EXERCISE DETAILS:
Every record that follows must be set down word for word.
******************************
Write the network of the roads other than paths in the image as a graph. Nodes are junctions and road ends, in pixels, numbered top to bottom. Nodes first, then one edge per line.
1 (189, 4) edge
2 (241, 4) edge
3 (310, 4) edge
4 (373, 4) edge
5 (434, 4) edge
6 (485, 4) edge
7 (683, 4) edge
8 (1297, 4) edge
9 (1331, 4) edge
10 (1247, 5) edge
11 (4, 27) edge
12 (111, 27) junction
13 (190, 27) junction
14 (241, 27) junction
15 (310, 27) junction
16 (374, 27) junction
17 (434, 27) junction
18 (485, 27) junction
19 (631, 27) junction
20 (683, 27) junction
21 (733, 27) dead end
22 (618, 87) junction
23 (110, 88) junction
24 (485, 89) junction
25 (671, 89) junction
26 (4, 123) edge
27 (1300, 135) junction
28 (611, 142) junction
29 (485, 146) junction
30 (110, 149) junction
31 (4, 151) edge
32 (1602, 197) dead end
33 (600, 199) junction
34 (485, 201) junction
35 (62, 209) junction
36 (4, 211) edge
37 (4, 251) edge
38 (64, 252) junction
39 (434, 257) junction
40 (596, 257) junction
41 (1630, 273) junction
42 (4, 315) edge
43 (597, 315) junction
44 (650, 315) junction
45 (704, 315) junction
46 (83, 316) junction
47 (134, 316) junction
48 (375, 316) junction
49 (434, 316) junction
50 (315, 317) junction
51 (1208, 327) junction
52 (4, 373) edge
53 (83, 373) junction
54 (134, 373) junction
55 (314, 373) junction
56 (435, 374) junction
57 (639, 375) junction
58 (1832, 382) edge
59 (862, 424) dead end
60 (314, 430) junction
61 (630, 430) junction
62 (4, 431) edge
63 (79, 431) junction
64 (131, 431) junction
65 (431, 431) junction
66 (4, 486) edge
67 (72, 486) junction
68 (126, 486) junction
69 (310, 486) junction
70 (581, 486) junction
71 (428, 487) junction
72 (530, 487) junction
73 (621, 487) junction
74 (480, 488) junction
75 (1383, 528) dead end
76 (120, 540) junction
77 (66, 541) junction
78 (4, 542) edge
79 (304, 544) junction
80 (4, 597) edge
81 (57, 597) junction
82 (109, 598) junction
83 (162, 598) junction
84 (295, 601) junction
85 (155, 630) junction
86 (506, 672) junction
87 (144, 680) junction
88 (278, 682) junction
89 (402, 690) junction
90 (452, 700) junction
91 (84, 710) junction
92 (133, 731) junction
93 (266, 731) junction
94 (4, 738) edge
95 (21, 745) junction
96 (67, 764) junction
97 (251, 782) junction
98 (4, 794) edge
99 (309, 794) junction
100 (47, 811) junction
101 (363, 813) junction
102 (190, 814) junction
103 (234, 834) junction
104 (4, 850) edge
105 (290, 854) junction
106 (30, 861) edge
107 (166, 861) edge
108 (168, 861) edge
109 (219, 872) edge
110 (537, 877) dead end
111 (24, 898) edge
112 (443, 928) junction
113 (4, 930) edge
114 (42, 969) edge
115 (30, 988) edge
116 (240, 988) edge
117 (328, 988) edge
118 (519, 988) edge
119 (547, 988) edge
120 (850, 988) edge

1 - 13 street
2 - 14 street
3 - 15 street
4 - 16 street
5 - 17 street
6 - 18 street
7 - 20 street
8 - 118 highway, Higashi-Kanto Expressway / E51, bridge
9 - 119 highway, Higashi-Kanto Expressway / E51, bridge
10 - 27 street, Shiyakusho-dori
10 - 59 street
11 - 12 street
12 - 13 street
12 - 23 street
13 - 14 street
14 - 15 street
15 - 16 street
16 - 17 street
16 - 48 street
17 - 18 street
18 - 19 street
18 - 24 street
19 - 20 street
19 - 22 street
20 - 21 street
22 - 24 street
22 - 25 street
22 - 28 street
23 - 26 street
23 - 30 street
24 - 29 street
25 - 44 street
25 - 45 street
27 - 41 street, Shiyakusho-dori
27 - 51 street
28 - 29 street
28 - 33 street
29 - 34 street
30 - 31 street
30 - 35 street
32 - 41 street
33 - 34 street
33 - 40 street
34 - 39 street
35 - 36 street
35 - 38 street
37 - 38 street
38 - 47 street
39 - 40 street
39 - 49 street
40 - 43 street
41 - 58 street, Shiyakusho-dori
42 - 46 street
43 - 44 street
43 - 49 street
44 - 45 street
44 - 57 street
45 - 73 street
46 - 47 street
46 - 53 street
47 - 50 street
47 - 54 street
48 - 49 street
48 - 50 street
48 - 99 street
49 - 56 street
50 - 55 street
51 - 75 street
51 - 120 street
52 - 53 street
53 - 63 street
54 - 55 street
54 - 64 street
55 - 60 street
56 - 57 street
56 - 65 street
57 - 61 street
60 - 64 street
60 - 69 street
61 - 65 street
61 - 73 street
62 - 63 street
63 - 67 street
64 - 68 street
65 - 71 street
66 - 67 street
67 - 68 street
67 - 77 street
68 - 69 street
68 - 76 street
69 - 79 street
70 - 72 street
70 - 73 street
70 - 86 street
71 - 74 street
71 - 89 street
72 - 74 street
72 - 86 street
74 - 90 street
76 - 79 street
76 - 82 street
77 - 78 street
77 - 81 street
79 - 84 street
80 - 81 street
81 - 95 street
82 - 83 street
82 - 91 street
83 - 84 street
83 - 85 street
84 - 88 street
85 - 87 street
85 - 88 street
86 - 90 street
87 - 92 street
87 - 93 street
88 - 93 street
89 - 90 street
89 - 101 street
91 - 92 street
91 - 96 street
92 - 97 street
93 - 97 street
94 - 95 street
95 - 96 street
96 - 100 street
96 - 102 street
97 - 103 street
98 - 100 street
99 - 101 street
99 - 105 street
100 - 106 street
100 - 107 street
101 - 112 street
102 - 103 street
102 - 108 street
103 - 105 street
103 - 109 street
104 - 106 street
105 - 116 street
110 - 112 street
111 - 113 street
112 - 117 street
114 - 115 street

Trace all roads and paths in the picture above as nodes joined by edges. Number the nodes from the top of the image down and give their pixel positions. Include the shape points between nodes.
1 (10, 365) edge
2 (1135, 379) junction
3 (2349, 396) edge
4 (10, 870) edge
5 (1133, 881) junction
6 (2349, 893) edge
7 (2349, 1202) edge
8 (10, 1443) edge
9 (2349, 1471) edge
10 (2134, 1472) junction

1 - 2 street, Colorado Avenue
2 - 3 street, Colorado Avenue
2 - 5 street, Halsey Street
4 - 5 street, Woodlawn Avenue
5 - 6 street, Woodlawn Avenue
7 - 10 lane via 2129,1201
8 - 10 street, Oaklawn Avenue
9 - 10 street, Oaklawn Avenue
******************************
RESPONSE TO THIS EXERCISE:
Write the network of the roads other than paths in the image as a graph. Nodes are junctions and road ends, in pixels, numbered top to bottom. Nodes first, then one edge per line.
1 (189, 4) edge
2 (241, 4) edge
3 (310, 4) edge
4 (373, 4) edge
5 (434, 4) edge
6 (485, 4) edge
7 (683, 4) edge
8 (1297, 4) edge
9 (1331, 4) edge
10 (1247, 5) edge
11 (4, 27) edge
12 (111, 27) junction
13 (190, 27) junction
14 (241, 27) junction
15 (310, 27) junction
16 (374, 27) junction
17 (434, 27) junction
18 (485, 27) junction
19 (631, 27) junction
20 (683, 27) junction
21 (733, 27) dead end
22 (618, 87) junction
23 (110, 88) junction
24 (485, 89) junction
25 (671, 89) junction
26 (4, 123) edge
27 (1300, 135) junction
28 (611, 142) junction
29 (485, 146) junction
30 (110, 149) junction
31 (4, 151) edge
32 (1602, 197) dead end
33 (600, 199) junction
34 (485, 201) junction
35 (62, 209) junction
36 (4, 211) edge
37 (4, 251) edge
38 (64, 252) junction
39 (434, 257) junction
40 (596, 257) junction
41 (1630, 273) junction
42 (4, 315) edge
43 (597, 315) junction
44 (650, 315) junction
45 (704, 315) junction
46 (83, 316) junction
47 (134, 316) junction
48 (375, 316) junction
49 (434, 316) junction
50 (315, 317) junction
51 (1208, 327) junction
52 (4, 373) edge
53 (83, 373) junction
54 (134, 373) junction
55 (314, 373) junction
56 (435, 374) junction
57 (639, 375) junction
58 (1832, 382) edge
59 (862, 424) dead end
60 (314, 430) junction
61 (630, 430) junction
62 (4, 431) edge
63 (79, 431) junction
64 (131, 431) junction
65 (431, 431) junction
66 (4, 486) edge
67 (72, 486) junction
68 (126, 486) junction
69 (310, 486) junction
70 (581, 486) junction
71 (428, 487) junction
72 (530, 487) junction
73 (621, 487) junction
74 (480, 488) junction
75 (1383, 528) dead end
76 (120, 540) junction
77 (66, 541) junction
78 (4, 542) edge
79 (304, 544) junction
80 (4, 597) edge
81 (57, 597) junction
82 (109, 598) junction
83 (162, 598) junction
84 (295, 601) junction
85 (155, 630) junction
86 (506, 672) junction
87 (144, 680) junction
88 (278, 682) junction
89 (402, 690) junction
90 (452, 700) junction
91 (84, 710) junction
92 (133, 731) junction
93 (266, 731) junction
94 (4, 738) edge
95 (21, 745) junction
96 (67, 764) junction
97 (251, 782) junction
98 (4, 794) edge
99 (309, 794) junction
100 (47, 811) junction
101 (363, 813) junction
102 (190, 814) junction
103 (234, 834) junction
104 (4, 850) edge
105 (290, 854) junction
106 (30, 861) edge
107 (166, 861) edge
108 (168, 861) edge
109 (219, 872) edge
110 (537, 877) dead end
111 (24, 898) edge
112 (443, 928) junction
113 (4, 930) edge
114 (42, 969) edge
115 (30, 988) edge
116 (240, 988) edge
117 (328, 988) edge
118 (519, 988) edge
119 (547, 988) edge
120 (850, 988) edge

1 - 13 street
2 - 14 street
3 - 15 street
4 - 16 street
5 - 17 street
6 - 18 street
7 - 20 street
8 - 118 highway, Higashi-Kanto Expressway / E51, bridge
9 - 119 highway, Higashi-Kanto Expressway / E51, bridge
10 - 27 street, Shiyakusho-dori
10 - 59 street
11 - 12 street
12 - 13 street
12 - 23 street
13 - 14 street
14 - 15 street
15 - 16 street
16 - 17 street
16 - 48 street
17 - 18 street
18 - 19 street
18 - 24 street
19 - 20 street
19 - 22 street
20 - 21 street
22 - 24 street
22 - 25 street
22 - 28 street
23 - 26 street
23 - 30 street
24 - 29 street
25 - 44 street
25 - 45 street
27 - 41 street, Shiyakusho-dori
27 - 51 street
28 - 29 street
28 - 33 street
29 - 34 street
30 - 31 street
30 - 35 street
32 - 41 street
33 - 34 street
33 - 40 street
34 - 39 street
35 - 36 street
35 - 38 street
37 - 38 street
38 - 47 street
39 - 40 street
39 - 49 street
40 - 43 street
41 - 58 street, Shiyakusho-dori
42 - 46 street
43 - 44 street
43 - 49 street
44 - 45 street
44 - 57 street
45 - 73 street
46 - 47 street
46 - 53 street
47 - 50 street
47 - 54 street
48 - 49 street
48 - 50 street
48 - 99 street
49 - 56 street
50 - 55 street
51 - 75 street
51 - 120 street
52 - 53 street
53 - 63 street
54 - 55 street
54 - 64 street
55 - 60 street
56 - 57 street
56 - 65 street
57 - 61 street
60 - 64 street
60 - 69 street
61 - 65 street
61 - 73 street
62 - 63 street
63 - 67 street
64 - 68 street
65 - 71 street
66 - 67 street
67 - 68 street
67 - 77 street
68 - 69 street
68 - 76 street
69 - 79 street
70 - 72 street
70 - 73 street
70 - 86 street
71 - 74 street
71 - 89 street
72 - 74 street
72 - 86 street
74 - 90 street
76 - 79 street
76 - 82 street
77 - 78 street
77 - 81 street
79 - 84 street
80 - 81 street
81 - 95 street
82 - 83 street
82 - 91 street
83 - 84 street
83 - 85 street
84 - 88 street
85 - 87 street
85 - 88 street
86 - 90 street
87 - 92 street
87 - 93 street
88 - 93 street
89 - 90 street
89 - 101 street
91 - 92 street
91 - 96 street
92 - 97 street
93 - 97 street
94 - 95 street
95 - 96 street
96 - 100 street
96 - 102 street
97 - 103 street
98 - 100 street
99 - 101 street
99 - 105 street
100 - 106 street
100 - 107 street
101 - 112 street
102 - 103 street
102 - 108 street
103 - 105 street
103 - 109 street
104 - 106 street
105 - 116 street
110 - 112 street
111 - 113 street
112 - 117 street
114 - 115 street

Trace all roads and paths in the picture above as nodes joined by edges. Number the nodes from the top of the image down and give their pixel positions. Include the shape points between nodes.
1 (10, 365) edge
2 (1135, 379) junction
3 (2349, 396) edge
4 (10, 870) edge
5 (1133, 881) junction
6 (2349, 893) edge
7 (2349, 1202) edge
8 (10, 1443) edge
9 (2349, 1471) edge
10 (2134, 1472) junction

1 - 2 street, Colorado Avenue
2 - 3 street, Colorado Avenue
2 - 5 street, Halsey Street
4 - 5 street, Woodlawn Avenue
5 - 6 street, Woodlawn Avenue
7 - 10 lane via 2129,1201
8 - 10 street, Oaklawn Avenue
9 - 10 street, Oaklawn Avenue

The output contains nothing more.